Die Sowjets in Ost-Berlin

Die in der DDR und Ost-Berlin stationierten sowjetischen Truppen galten offiziell als Waffenbrüder, wurden in der Bevölkerung aber auch als teure Besatzer empfunden.

So wie das »Abkommen zwischen der DDR und der UdSSR über Fragen, die mit der zeitweiligen Stationierung sowjetischer Streitkräfte auf dem Territorium der DDR zusammenhängen«, vom 12. März 1957 den Begriff »Besatzungskosten« unerwähnt ließ, gab es niemals eine Offenlegung dieses Postens im DDR-Haushaltsplan. Undenkbar auch, dass in der Volkskammer eine entsprechende Anfrage gestellt worden wäre.
     Im öffentlichen Bild Ost-Berlins traten die Sowjets wenig in Erscheinung und stärkten dadurch das Souveränitätsgefühl der DDR. Das sowjetische Wohnviertel in Karlshorst hatte schon Anfang der fünfziger Jahre seinen separierten Charakter mit giftgrün gestrichenen Holzzäunen, von roten Sowjetsternen gezierten Eingangspforten und bewachten Schlagbäumen verloren.
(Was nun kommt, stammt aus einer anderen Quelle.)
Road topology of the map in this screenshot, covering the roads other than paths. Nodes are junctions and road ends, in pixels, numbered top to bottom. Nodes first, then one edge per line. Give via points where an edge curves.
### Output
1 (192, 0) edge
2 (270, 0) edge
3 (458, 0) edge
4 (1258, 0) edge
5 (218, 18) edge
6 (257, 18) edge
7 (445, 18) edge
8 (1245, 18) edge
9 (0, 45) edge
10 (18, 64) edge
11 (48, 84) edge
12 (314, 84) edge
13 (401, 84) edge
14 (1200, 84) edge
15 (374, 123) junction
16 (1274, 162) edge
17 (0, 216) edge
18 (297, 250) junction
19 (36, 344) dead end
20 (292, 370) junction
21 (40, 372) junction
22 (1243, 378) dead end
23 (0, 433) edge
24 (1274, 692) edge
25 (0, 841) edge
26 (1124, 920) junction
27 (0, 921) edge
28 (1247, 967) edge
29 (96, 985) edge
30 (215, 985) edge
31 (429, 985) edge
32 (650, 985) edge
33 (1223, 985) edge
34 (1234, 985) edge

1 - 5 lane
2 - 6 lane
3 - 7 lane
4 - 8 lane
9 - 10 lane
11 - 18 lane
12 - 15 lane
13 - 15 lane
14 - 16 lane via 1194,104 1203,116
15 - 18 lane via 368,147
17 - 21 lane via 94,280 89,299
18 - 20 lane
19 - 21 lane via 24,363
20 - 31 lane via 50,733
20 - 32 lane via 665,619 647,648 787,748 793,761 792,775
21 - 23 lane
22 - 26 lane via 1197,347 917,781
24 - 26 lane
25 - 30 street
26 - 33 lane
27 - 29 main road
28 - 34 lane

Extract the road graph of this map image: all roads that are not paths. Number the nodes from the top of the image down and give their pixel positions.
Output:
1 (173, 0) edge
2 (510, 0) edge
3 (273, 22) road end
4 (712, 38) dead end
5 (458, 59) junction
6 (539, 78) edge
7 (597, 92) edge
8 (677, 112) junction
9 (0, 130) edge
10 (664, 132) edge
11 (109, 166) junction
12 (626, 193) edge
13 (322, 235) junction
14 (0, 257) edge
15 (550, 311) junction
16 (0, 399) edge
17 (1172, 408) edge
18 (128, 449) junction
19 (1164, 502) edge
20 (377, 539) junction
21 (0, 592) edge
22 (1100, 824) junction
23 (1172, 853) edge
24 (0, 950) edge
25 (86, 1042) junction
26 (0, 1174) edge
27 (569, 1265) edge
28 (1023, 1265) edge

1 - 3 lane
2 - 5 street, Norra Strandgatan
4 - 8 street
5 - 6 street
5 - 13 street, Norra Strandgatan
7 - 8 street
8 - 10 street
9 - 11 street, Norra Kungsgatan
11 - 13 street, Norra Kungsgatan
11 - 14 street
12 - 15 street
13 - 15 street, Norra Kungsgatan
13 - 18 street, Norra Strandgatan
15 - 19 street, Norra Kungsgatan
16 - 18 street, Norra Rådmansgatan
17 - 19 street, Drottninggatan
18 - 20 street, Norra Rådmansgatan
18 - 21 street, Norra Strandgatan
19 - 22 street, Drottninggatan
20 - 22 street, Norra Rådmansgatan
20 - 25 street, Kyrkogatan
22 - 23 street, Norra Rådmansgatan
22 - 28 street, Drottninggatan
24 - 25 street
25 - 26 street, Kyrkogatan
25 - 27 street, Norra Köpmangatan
Militärparaden fanden nicht statt - wohl eine Lehre des 17. Juni 1953.
     Hingegen stellte die Sowjetunion seit den siebziger Jahren ihre Verantwortlichkeiten und Tätigkeiten in West-Berlin, wie sie im Vierseitigen Abkommen bekräftigt worden waren, demonstrativ heraus. Dazu gehörten die Bewachung des Alliierten Kriegsverbrechergefängnisses in Spandau (bis 1987) und des Sowjetischen Ehrenmals im Tiergarten, ständige Patrouillefahrten, die Einrichtung eines Generalkonsulats sowie von Agenturen des sowjetischen Außenhandels, von Intourist, Aeroflot, Sovexportfilm und der Nachrichtenagentur Nowosti.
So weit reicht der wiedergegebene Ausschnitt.